Records from a collection
##############################
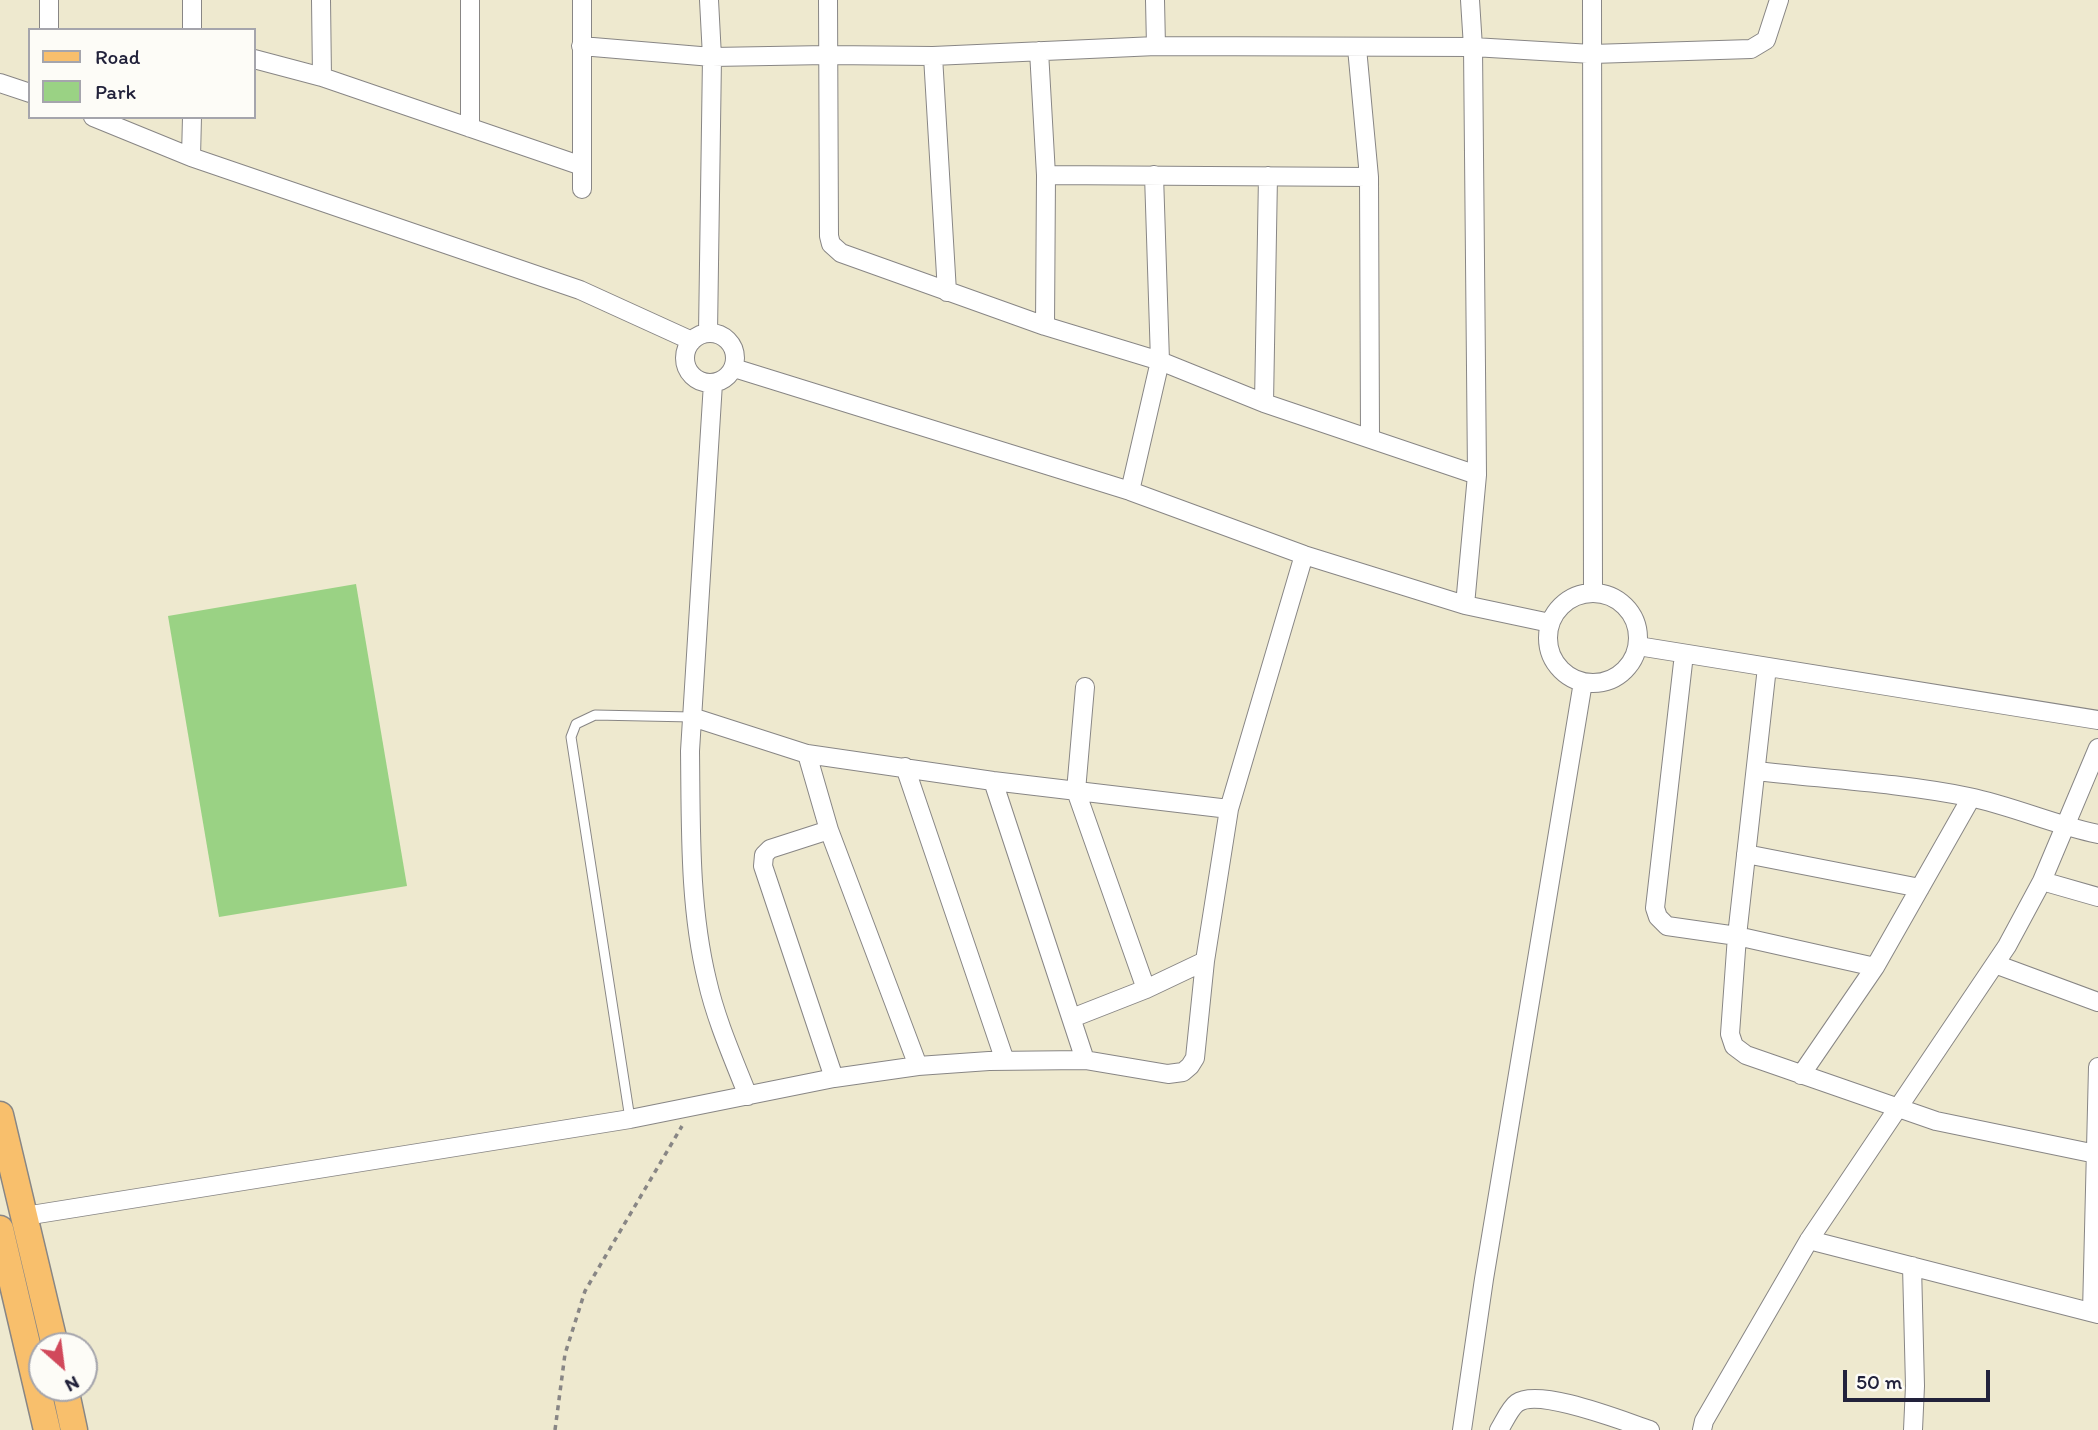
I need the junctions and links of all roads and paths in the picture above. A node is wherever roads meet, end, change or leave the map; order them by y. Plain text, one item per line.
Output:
1 (49, 0) edge
2 (192, 0) edge
3 (321, 0) edge
4 (470, 0) edge
5 (582, 0) edge
6 (709, 0) edge
7 (828, 0) edge
8 (1155, 0) edge
9 (1470, 0) edge
10 (1592, 0) edge
11 (1779, 0) edge
12 (49, 28) edge
13 (192, 28) edge
14 (581, 46) junction
15 (1156, 46) junction
16 (1473, 47) junction
17 (1357, 48) junction
18 (1039, 51) junction
19 (1592, 54) junction
20 (827, 55) junction
21 (933, 56) junction
22 (712, 57) junction
23 (256, 60) edge
24 (322, 77) junction
25 (0, 83) edge
26 (28, 92) edge
27 (98, 119) edge
28 (192, 119) edge
29 (470, 128) junction
30 (191, 157) junction
31 (582, 166) junction
32 (1046, 175) junction
33 (1154, 175) junction
34 (1268, 176) junction
35 (1369, 177) junction
36 (582, 188) dead end
37 (947, 292) junction
38 (1045, 326) junction
39 (700, 337) junction
40 (1160, 361) junction
41 (734, 368) junction
42 (713, 383) junction
43 (1265, 403) junction
44 (1370, 437) junction
45 (1477, 475) junction
46 (1130, 491) junction
47 (1304, 555) junction
48 (1593, 592) junction
49 (1465, 605) junction
50 (1550, 623) junction
51 (1638, 646) junction
52 (1684, 654) junction
53 (1767, 667) junction
54 (1583, 682) junction
55 (1086, 687) dead end
56 (692, 717) junction
57 (2098, 720) edge
58 (2098, 748) edge
59 (807, 754) junction
60 (905, 767) junction
61 (1756, 771) junction
62 (993, 781) junction
63 (1076, 791) junction
64 (1971, 798) junction
65 (1229, 809) junction
66 (2065, 827) junction
67 (829, 830) junction
68 (2098, 834) edge
69 (1746, 854) junction
70 (2042, 881) junction
71 (1920, 888) junction
72 (2098, 897) edge
73 (1737, 936) junction
74 (1205, 961) junction
75 (1995, 964) junction
76 (1875, 967) junction
77 (1146, 989) junction
78 (2098, 1002) edge
79 (1072, 1018) junction
80 (1085, 1060) junction
81 (1005, 1061) junction
82 (918, 1066) junction
83 (2098, 1067) edge
84 (1801, 1074) junction
85 (834, 1078) junction
86 (748, 1096) junction
87 (694, 1107) junction
88 (1898, 1108) junction
89 (0, 1115) edge
90 (630, 1119) junction
91 (2096, 1154) junction
92 (25, 1216) junction
93 (0, 1229) edge
94 (1809, 1240) junction
95 (1912, 1266) junction
96 (2095, 1313) edge
97 (52, 1332) edge
98 (68, 1402) edge
99 (47, 1430) edge
100 (74, 1430) edge
101 (555, 1430) edge
102 (1462, 1430) edge
103 (1499, 1430) edge
104 (1650, 1430) edge
105 (1702, 1430) edge
106 (1913, 1430) edge

1 - 12 street
2 - 13 street
3 - 24 street
4 - 29 street
5 - 14 street
6 - 22 street
7 - 20 street
8 - 15 street
9 - 16 street
10 - 19 street
11 - 19 street
14 - 22 street
14 - 31 street
15 - 17 street
15 - 18 street
16 - 17 street
16 - 19 street
16 - 45 street
17 - 35 street
18 - 21 street
18 - 32 street
19 - 48 street
20 - 21 street
20 - 22 street
20 - 37 street
21 - 37 street
22 - 39 street
23 - 24 street
24 - 29 street
25 - 26 street
27 - 30 street
28 - 30 street
29 - 31 street
30 - 39 street
31 - 36 street
32 - 33 street
32 - 38 street
33 - 34 street
33 - 40 street
34 - 35 street
34 - 43 street
35 - 44 street
37 - 38 street
38 - 40 street
39 - 41 street
39 - 42 street
40 - 43 street
40 - 46 street
41 - 42 street
41 - 46 street
42 - 56 street
43 - 44 street
44 - 45 street
45 - 49 street
46 - 47 street
47 - 49 street
47 - 65 street
48 - 50 street
48 - 51 street
49 - 50 street
50 - 54 street
51 - 52 street
51 - 54 street
52 - 53 street
52 - 73 street
53 - 57 street
53 - 61 street
54 - 102 street
55 - 63 street
56 - 59 street
56 - 86 street
56 - 90 lane
58 - 66 street
59 - 60 street
59 - 67 street
60 - 62 street
60 - 81 street
61 - 64 street
61 - 69 street
62 - 63 street
62 - 79 street
63 - 65 street
63 - 77 street
64 - 66 street
64 - 71 street
65 - 74 street
66 - 68 street
66 - 70 street
67 - 82 street
67 - 85 street
69 - 71 street
69 - 73 street
70 - 72 street
70 - 75 street
71 - 76 street
73 - 76 street
73 - 84 street
74 - 77 street
74 - 80 street
75 - 78 street
75 - 88 street
76 - 84 street
77 - 79 street
79 - 80 street
80 - 81 street
81 - 82 street
82 - 85 street
83 - 91 street
84 - 88 street
85 - 86 street
86 - 87 street
87 - 90 street
87 - 101 path
88 - 91 street
88 - 94 street
89 - 92 main road
90 - 92 street
91 - 96 street
92 - 97 main road
93 - 99 main road
94 - 95 street
94 - 105 street
95 - 96 street
95 - 106 street
98 - 100 main road
103 - 104 street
##############################
#### [Action item]
In the records above, some lines hold the word "main"; copy each such line.

#### [Result for this task]
89 - 92 main road
92 - 97 main road
93 - 99 main road
98 - 100 main road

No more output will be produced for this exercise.